→ **What you are asked to do**: Copy the lines word for word. Begin at the line that contains "thumb ip: (935, 824)" and end with the final line of the data.
*** Material for the task ***
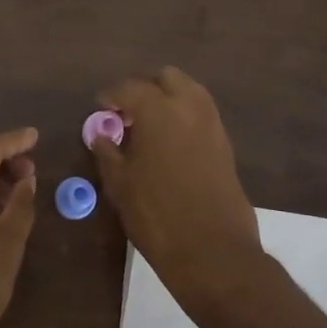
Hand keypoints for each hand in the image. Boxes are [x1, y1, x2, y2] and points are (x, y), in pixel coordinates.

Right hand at [90, 68, 261, 297]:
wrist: (212, 249)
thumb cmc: (156, 215)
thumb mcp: (120, 184)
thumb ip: (107, 152)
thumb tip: (100, 134)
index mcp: (159, 110)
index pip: (130, 88)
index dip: (111, 96)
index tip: (100, 108)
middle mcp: (189, 107)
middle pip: (167, 78)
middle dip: (145, 89)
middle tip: (128, 115)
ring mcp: (213, 124)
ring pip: (190, 92)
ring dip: (168, 100)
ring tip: (149, 129)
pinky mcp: (226, 144)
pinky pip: (202, 115)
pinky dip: (184, 117)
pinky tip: (169, 144)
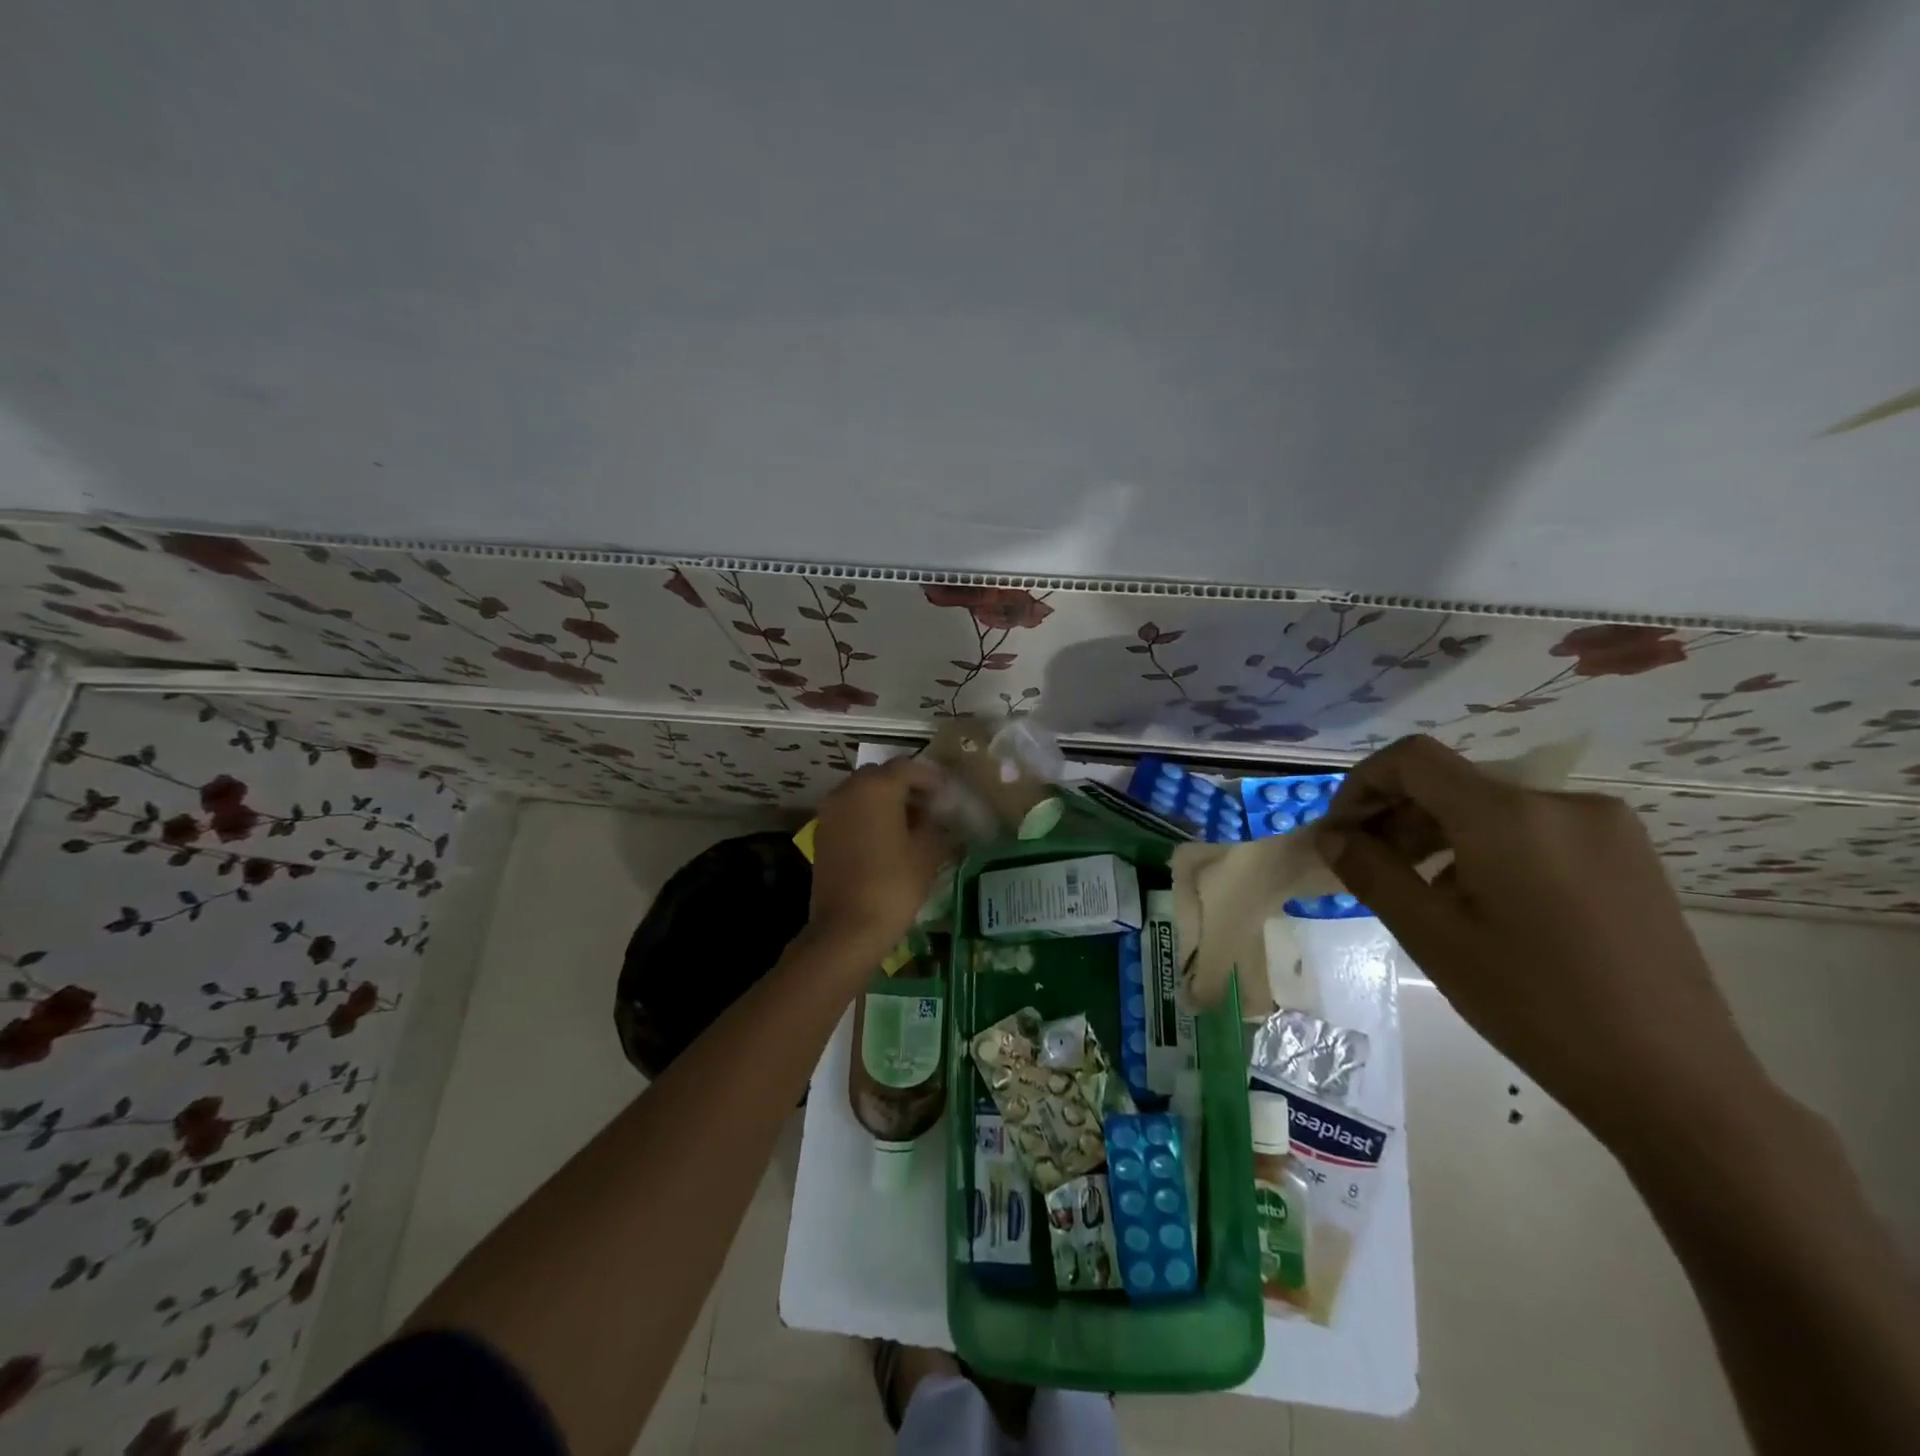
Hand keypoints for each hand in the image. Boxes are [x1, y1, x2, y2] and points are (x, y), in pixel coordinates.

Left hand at [806, 758, 951, 962]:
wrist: (846, 928)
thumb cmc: (893, 885)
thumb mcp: (927, 853)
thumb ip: (935, 824)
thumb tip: (936, 816)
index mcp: (876, 787)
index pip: (908, 767)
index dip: (931, 778)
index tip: (948, 793)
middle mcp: (848, 790)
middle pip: (882, 776)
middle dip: (907, 786)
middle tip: (930, 805)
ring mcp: (831, 812)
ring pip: (863, 793)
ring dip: (886, 801)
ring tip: (912, 823)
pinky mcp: (823, 834)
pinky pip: (850, 812)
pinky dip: (869, 816)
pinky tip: (888, 838)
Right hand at [1320, 736, 1764, 1146]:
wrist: (1675, 1080)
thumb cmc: (1533, 1004)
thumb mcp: (1431, 936)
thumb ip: (1371, 872)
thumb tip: (1332, 837)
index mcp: (1509, 814)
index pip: (1413, 759)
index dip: (1363, 784)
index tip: (1340, 832)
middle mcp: (1561, 802)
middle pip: (1452, 783)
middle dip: (1397, 816)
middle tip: (1369, 867)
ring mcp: (1605, 827)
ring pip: (1492, 807)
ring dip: (1439, 835)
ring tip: (1420, 891)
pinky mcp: (1628, 855)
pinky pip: (1534, 829)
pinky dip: (1486, 848)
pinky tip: (1479, 902)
*** End of Material for the task ***
→ **Reply**:
thumb ip: (935, 824)
thumb tip: (936, 816)
index mcp: (876, 787)
index pip: (908, 767)
index dip: (931, 778)
index tip: (948, 793)
middle mcp: (848, 790)
middle pip: (882, 776)
middle dip: (907, 786)
middle tip: (930, 805)
ring mcp: (831, 812)
ring pip: (863, 793)
ring dip: (886, 801)
ring tip: (912, 823)
pinky mcp: (823, 834)
pinky pip: (850, 812)
pinky dip: (869, 816)
pinky tip: (888, 838)
Right hand at [1320, 736, 1764, 1146]:
wrist: (1675, 1080)
thumb cmc: (1533, 1004)
thumb mcp: (1431, 936)
thumb ip: (1371, 872)
thumb tip: (1332, 837)
index mcp: (1509, 814)
index pip: (1413, 759)
index dip: (1363, 784)
index tip: (1340, 832)
middle mcp: (1561, 802)
middle pip: (1452, 783)
middle dip: (1397, 816)
middle tip: (1369, 867)
ring mcp: (1605, 827)
ring pip: (1492, 807)
ring dip: (1439, 835)
ring tip: (1420, 891)
pinky mcp: (1628, 855)
pinky pip: (1534, 829)
pinky dip: (1486, 848)
pinky tip: (1479, 902)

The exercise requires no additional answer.